Brief.
The records that follow must be printed exactly as they are.

Dataset.
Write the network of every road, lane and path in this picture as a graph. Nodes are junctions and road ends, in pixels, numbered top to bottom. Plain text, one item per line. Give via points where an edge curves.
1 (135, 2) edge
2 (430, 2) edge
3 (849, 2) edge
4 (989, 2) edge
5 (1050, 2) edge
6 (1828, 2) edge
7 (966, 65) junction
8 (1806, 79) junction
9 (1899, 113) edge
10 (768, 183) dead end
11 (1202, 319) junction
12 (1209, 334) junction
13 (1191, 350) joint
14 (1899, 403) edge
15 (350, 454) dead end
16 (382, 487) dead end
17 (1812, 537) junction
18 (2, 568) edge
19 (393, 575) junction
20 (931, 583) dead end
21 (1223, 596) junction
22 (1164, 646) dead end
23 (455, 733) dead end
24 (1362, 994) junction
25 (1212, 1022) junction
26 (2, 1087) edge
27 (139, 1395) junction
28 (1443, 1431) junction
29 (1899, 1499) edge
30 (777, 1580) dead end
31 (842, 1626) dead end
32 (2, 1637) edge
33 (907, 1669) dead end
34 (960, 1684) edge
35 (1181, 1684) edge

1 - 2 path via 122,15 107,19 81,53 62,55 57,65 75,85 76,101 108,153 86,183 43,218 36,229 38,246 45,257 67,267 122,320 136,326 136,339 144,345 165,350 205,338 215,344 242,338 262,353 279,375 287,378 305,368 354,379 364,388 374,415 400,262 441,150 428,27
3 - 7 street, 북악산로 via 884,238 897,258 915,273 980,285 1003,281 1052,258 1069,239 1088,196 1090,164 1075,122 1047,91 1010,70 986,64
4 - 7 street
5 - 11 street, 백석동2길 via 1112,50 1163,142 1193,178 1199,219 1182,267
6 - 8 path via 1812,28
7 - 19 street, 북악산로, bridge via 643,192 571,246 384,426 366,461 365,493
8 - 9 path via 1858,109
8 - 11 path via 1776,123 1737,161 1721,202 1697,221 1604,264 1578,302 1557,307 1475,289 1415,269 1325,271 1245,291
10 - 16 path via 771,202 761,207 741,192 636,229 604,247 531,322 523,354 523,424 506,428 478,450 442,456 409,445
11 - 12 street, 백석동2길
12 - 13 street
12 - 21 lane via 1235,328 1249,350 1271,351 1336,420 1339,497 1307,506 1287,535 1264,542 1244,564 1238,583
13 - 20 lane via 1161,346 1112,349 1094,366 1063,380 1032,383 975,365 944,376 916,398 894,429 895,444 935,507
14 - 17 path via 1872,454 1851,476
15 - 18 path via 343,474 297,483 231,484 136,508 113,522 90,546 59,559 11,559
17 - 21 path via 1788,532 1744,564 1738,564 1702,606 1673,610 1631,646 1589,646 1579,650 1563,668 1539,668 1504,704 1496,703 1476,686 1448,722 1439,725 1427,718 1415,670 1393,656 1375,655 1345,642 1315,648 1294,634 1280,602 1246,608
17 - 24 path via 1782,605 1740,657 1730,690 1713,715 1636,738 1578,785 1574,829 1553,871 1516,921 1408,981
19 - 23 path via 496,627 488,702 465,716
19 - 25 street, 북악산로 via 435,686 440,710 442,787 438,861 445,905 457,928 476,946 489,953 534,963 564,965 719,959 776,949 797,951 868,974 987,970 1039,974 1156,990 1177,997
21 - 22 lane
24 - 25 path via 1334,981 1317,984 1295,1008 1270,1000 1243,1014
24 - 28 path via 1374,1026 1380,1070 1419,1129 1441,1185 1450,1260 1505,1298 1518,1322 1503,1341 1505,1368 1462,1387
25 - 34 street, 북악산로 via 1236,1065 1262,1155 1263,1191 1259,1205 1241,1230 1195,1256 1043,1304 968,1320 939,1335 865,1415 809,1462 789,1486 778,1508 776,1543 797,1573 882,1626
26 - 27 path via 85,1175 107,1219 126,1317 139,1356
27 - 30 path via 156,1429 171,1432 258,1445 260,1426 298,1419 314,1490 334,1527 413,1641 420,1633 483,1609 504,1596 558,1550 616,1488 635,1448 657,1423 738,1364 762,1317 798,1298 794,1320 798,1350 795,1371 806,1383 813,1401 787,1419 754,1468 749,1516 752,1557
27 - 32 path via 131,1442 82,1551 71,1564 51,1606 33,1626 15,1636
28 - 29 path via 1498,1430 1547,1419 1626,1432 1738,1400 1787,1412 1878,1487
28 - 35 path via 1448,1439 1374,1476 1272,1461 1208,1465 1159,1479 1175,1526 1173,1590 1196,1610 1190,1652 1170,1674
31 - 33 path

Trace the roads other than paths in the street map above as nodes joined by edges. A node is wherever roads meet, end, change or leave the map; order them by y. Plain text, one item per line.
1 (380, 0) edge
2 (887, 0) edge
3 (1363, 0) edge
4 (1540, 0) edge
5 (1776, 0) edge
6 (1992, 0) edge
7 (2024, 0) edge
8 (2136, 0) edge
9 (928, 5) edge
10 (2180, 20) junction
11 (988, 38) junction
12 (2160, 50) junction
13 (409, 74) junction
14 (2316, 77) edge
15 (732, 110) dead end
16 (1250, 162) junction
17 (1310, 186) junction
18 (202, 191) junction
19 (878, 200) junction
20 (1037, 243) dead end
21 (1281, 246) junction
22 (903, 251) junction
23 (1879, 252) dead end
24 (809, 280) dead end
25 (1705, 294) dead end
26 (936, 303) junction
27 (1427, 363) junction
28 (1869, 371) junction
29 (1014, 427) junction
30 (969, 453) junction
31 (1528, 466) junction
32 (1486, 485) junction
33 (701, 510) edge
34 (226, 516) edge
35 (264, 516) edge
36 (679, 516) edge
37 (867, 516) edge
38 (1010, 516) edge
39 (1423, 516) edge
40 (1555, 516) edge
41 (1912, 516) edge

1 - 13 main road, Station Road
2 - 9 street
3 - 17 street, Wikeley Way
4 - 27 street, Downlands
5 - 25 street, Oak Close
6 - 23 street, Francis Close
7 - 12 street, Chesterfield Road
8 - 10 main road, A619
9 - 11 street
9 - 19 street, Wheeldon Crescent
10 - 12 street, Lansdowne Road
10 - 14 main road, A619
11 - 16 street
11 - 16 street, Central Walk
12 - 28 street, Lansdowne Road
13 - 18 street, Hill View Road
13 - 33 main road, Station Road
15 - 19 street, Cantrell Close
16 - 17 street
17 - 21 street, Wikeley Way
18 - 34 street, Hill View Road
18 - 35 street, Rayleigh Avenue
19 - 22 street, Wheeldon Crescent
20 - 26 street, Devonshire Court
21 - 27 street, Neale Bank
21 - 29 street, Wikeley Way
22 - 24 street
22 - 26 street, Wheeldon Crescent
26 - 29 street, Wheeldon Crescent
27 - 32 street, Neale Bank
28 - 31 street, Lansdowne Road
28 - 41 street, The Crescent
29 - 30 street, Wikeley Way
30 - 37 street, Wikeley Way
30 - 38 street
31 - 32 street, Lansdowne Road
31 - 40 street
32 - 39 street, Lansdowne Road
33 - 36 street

Exercise response.
Write the network of every road, lane and path in this picture as a graph. Nodes are junctions and road ends, in pixels, numbered top to bottom. Plain text, one item per line. Give via points where an edge curves.
1 (135, 2) edge
2 (430, 2) edge
3 (849, 2) edge
4 (989, 2) edge
5 (1050, 2) edge
6 (1828, 2) edge
7 (966, 65) junction
8 (1806, 79) junction
9 (1899, 113) edge
10 (768, 183) dead end
11 (1202, 319) junction
12 (1209, 334) junction
13 (1191, 350) joint
14 (1899, 403) edge
15 (350, 454) dead end
16 (382, 487) dead end
17 (1812, 537) junction
18 (2, 568) edge
19 (393, 575) junction
20 (931, 583) dead end
21 (1223, 596) junction
22 (1164, 646) dead end
23 (455, 733) dead end
24 (1362, 994) junction
25 (1212, 1022) junction
26 (2, 1087) edge
27 (139, 1395) junction
28 (1443, 1431) junction
29 (1899, 1499) edge
30 (777, 1580) dead end
31 (842, 1626) dead end
32 (2, 1637) edge
33 (907, 1669) dead end
34 (960, 1684) edge
35 (1181, 1684) edge

1 - 2 path via 122,15 107,19 81,53 62,55 57,65 75,85 76,101 108,153 86,183 43,218 36,229 38,246 45,257 67,267 122,320 136,326 136,339 144,345 165,350 205,338 215,344 242,338 262,353 279,375 287,378 305,368 354,379 364,388 374,415 400,262 441,150 428,27
3 - 7 street, 북악산로 via 884,238 897,258 915,273 980,285 1003,281 1052,258 1069,239 1088,196 1090,164 1075,122 1047,91 1010,70 986,64
4 - 7 street
5 - 11 street, 백석동2길 via 1112,50 1163,142 1193,178 1199,219 1182,267
6 - 8 path via 1812,28
7 - 19 street, 북악산로, bridge via 643,192 571,246 384,426 366,461 365,493
8 - 9 path via 1858,109
8 - 11 path via 1776,123 1737,161 1721,202 1697,221 1604,264 1578,302 1557,307 1475,289 1415,269 1325,271 1245,291
10 - 16 path via 771,202 761,207 741,192 636,229 604,247 531,322 523,354 523,424 506,428 478,450 442,456 409,445
11 - 12 street, 백석동2길
12 - 13 street
12 - 21 lane via 1235,328 1249,350 1271,351 1336,420 1339,497 1307,506 1287,535 1264,542 1244,564 1238,583
13 - 20 lane via 1161,346 1112,349 1094,366 1063,380 1032,383 975,365 944,376 916,398 894,429 895,444 935,507
14 - 17 path via 1872,454 1851,476
15 - 18 path via 343,474 297,483 231,484 136,508 113,522 90,546 59,559 11,559
17 - 21 path via 1788,532 1744,564 1738,564 1702,606 1673,610 1631,646 1589,646 1579,650 1563,668 1539,668 1504,704 1496,703 1476,686 1448,722 1439,725 1427,718 1415,670 1393,656 1375,655 1345,642 1315,648 1294,634 1280,602 1246,608
17 - 24 path via 1782,605 1740,657 1730,690 1713,715 1636,738 1578,785 1574,829 1553,871 1516,921 1408,981
19 - 23 path via 496,627 488,702 465,716
19 - 25 street, 북악산로 via 435,686 440,710 442,787 438,861 445,905 457,928 476,946 489,953 534,963 564,965 719,959 776,949 797,951 868,974 987,970 1039,974 1156,990 1177,997
21 - 22 lane
24 - 25 path via 1334,981 1317,984 1295,1008 1270,1000 1243,1014
24 - 28 path via 1374,1026 1380,1070 1419,1129 1441,1185 1450,1260 1505,1298 1518,1322 1503,1341 1505,1368 1462,1387
25 - 34 street, 북악산로 via 1236,1065 1262,1155 1263,1191 1259,1205 1241,1230 1195,1256 1043,1304 968,1320 939,1335 865,1415 809,1462 789,1486 778,1508 776,1543 797,1573 882,1626
26 - 27 path via 85,1175 107,1219 126,1317 139,1356
27 - 30 path via 156,1429 171,1432 258,1445 260,1426 298,1419 314,1490 334,1527 413,1641 420,1633 483,1609 504,1596 558,1550 616,1488 635,1448 657,1423 738,1364 762,1317 798,1298 794,1320 798,1350 795,1371 806,1383 813,1401 787,1419 754,1468 749,1516 752,1557
27 - 32 path via 131,1442 82,1551 71,1564 51,1606 33,1626 15,1636
28 - 29 path via 1498,1430 1547,1419 1626,1432 1738,1400 1787,1412 1878,1487
28 - 35 path via 1448,1439 1374,1476 1272,1461 1208,1465 1159,1479 1175,1526 1173,1590 1196,1610 1190,1652 1170,1674
31 - 33 path

Trace the roads other than paths in the street map above as nodes joined by edges. A node is wherever roads meet, end, change or leave the map; order them by y. Plain text, one item per line.
1 (380, 0) edge
2 (887, 0) edge
3 (1363, 0) edge
4 (1540, 0) edge
5 (1776, 0) edge
6 (1992, 0) edge
7 (2024, 0) edge
8 (2136, 0) edge
9 (928, 5) edge
10 (2180, 20) junction
11 (988, 38) junction
12 (2160, 50) junction
13 (409, 74) junction
14 (2316, 77) edge
15 (732, 110) dead end
16 (1250, 162) junction
17 (1310, 186) junction
18 (202, 191) junction
19 (878, 200) junction
20 (1037, 243) dead end
21 (1281, 246) junction
22 (903, 251) junction
23 (1879, 252) dead end
24 (809, 280) dead end
25 (1705, 294) dead end
26 (936, 303) junction
27 (1427, 363) junction
28 (1869, 371) junction
29 (1014, 427) junction
30 (969, 453) junction
31 (1528, 466) junction
32 (1486, 485) junction
33 (701, 510) edge
34 (226, 516) edge
35 (264, 516) edge
36 (679, 516) edge
37 (867, 516) edge
38 (1010, 516) edge
39 (1423, 516) edge
40 (1555, 516) edge
41 (1912, 516) edge

1 - 13 main road, Station Road
2 - 9 street
3 - 17 street, Wikeley Way
4 - 27 street, Downlands
5 - 25 street, Oak Close
6 - 23 street, Francis Close
7 - 12 street, Chesterfield Road
8 - 10 main road, A619
9 - 11 street
9 - 19 street, Wheeldon Crescent
10 - 12 street, Lansdowne Road
10 - 14 main road, A619
11 - 16 street
11 - 16 street, Central Walk
12 - 28 street, Lansdowne Road
13 - 18 street, Hill View Road
13 - 33 main road, Station Road
15 - 19 street, Cantrell Close
16 - 17 street
17 - 21 street, Wikeley Way
18 - 34 street, Hill View Road
18 - 35 street, Rayleigh Avenue
19 - 22 street, Wheeldon Crescent
20 - 26 street, Devonshire Court
21 - 27 street, Neale Bank
21 - 29 street, Wikeley Way
22 - 24 street
22 - 26 street, Wheeldon Crescent
26 - 29 street, Wheeldon Crescent
27 - 32 street, Neale Bank
28 - 31 street, Lansdowne Road
28 - 41 street, The Crescent
29 - 30 street, Wikeley Way
30 - 37 street, Wikeley Way
30 - 38 street
31 - 32 street, Lansdowne Road
31 - 40 street
32 - 39 street, Lansdowne Road
33 - 36 street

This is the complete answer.